Em resposta ao PCP, o presidente da RTP disse que olha a RTP com “valências fortes na televisão, rádio e digital”, salientando que as empresas são dinâmicas.

Apontou que pela primeira vez na história do grupo de media público há uma diretora de informação da televisão e que também “pela primeira vez vem da rádio”.

Deu ainda o exemplo de que o novo correspondente da RTP no Brasil é um “homem da rádio”, o jornalista Pedro Sá Guerra, apontando que a RTP tem uma visão integrada das suas valências.

Relativamente ao futuro da delegação de Faro, questão colocada pelo Bloco de Esquerda (BE), Gonçalo Reis disse que as “delegações são muito relevantes” para empresa.

“Não verá uma única redução de delegações (…), só atuaremos em situações para melhorar e capacitar mais”, garantiu.

“Não está em causa a delegação de Faro, o espaço [onde está] não é o mais adequado”, afirmou, acrescentando que “com toda a serenidade e sem compromisso” a administração vai ver a “possibilidade de melhorar”.

Sobre a demora de cinco meses na reposição da torre de Monsanto, que estava danificada, Gonçalo Reis disse que tal se deveu ao processo de validação, compra e concursos a que empresas como a RTP estão sujeitas.

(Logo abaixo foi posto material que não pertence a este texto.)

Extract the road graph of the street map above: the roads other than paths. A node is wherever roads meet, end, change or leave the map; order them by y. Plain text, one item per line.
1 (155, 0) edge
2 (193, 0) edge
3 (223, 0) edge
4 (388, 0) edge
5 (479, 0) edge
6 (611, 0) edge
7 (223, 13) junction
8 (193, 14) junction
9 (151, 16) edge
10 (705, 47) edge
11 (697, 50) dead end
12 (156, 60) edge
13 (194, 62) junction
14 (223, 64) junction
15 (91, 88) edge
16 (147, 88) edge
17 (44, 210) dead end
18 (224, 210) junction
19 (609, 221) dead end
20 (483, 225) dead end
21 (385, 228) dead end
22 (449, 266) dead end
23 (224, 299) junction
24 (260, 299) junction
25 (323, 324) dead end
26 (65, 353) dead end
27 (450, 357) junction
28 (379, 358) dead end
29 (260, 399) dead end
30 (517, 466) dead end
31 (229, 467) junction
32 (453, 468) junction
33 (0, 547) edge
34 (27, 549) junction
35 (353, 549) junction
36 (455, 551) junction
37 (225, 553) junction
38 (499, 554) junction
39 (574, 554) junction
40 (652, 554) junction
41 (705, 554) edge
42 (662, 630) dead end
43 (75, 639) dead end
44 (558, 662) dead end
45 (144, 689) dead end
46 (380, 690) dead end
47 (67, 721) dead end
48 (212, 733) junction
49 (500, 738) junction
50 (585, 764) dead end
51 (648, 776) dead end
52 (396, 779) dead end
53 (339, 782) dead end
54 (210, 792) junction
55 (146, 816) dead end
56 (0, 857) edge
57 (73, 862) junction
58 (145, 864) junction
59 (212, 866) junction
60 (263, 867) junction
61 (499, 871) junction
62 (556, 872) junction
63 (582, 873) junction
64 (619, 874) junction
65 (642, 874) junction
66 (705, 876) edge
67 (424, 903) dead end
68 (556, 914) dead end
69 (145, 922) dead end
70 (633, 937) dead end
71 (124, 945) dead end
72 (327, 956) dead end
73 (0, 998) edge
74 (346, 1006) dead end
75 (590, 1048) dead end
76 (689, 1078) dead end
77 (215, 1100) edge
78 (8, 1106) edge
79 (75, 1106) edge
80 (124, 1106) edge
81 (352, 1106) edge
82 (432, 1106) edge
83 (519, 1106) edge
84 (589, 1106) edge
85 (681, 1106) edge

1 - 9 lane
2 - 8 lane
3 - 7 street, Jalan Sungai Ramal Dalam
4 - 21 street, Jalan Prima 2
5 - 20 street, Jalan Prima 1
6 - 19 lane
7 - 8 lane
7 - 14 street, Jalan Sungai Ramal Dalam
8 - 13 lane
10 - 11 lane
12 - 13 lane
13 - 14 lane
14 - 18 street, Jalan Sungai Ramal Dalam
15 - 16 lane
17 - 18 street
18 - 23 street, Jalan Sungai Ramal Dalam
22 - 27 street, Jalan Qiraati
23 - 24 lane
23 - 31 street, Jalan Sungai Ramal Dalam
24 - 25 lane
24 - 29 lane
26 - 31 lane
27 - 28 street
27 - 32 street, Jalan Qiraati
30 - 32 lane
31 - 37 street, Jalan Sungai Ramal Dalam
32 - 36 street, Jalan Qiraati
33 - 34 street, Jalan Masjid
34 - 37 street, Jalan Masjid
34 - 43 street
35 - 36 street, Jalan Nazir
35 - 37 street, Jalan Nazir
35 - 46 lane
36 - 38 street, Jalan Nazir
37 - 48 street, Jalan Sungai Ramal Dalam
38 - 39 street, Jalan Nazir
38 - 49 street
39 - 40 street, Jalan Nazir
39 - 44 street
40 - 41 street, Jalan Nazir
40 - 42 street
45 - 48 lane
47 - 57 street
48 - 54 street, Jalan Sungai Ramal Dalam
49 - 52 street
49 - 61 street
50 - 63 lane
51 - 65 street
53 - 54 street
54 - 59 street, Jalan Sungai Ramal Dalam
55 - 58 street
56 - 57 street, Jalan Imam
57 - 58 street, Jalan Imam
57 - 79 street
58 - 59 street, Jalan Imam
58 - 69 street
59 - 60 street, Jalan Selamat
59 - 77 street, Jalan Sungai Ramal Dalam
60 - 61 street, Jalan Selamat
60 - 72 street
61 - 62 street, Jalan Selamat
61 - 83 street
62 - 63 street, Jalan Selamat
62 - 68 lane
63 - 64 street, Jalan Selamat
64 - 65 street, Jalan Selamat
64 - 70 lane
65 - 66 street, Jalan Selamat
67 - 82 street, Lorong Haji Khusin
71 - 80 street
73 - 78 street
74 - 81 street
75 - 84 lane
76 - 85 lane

O administrador da RTP Hugo Figueiredo sublinhou, por seu turno, que a rádio “é claramente” a “primeira prioridade” na RTP, tendo em conta o panorama técnico que encontrou quando entrou para a administração.

“Contamos ter uma rádio com tecnologia mais atual”, salientou, apontando que há o “compromisso” de fazer uma renovação.

No âmbito do PREVAP, processo de regularização de precários, a RTP já integrou 130 e 51 aguardam homologação.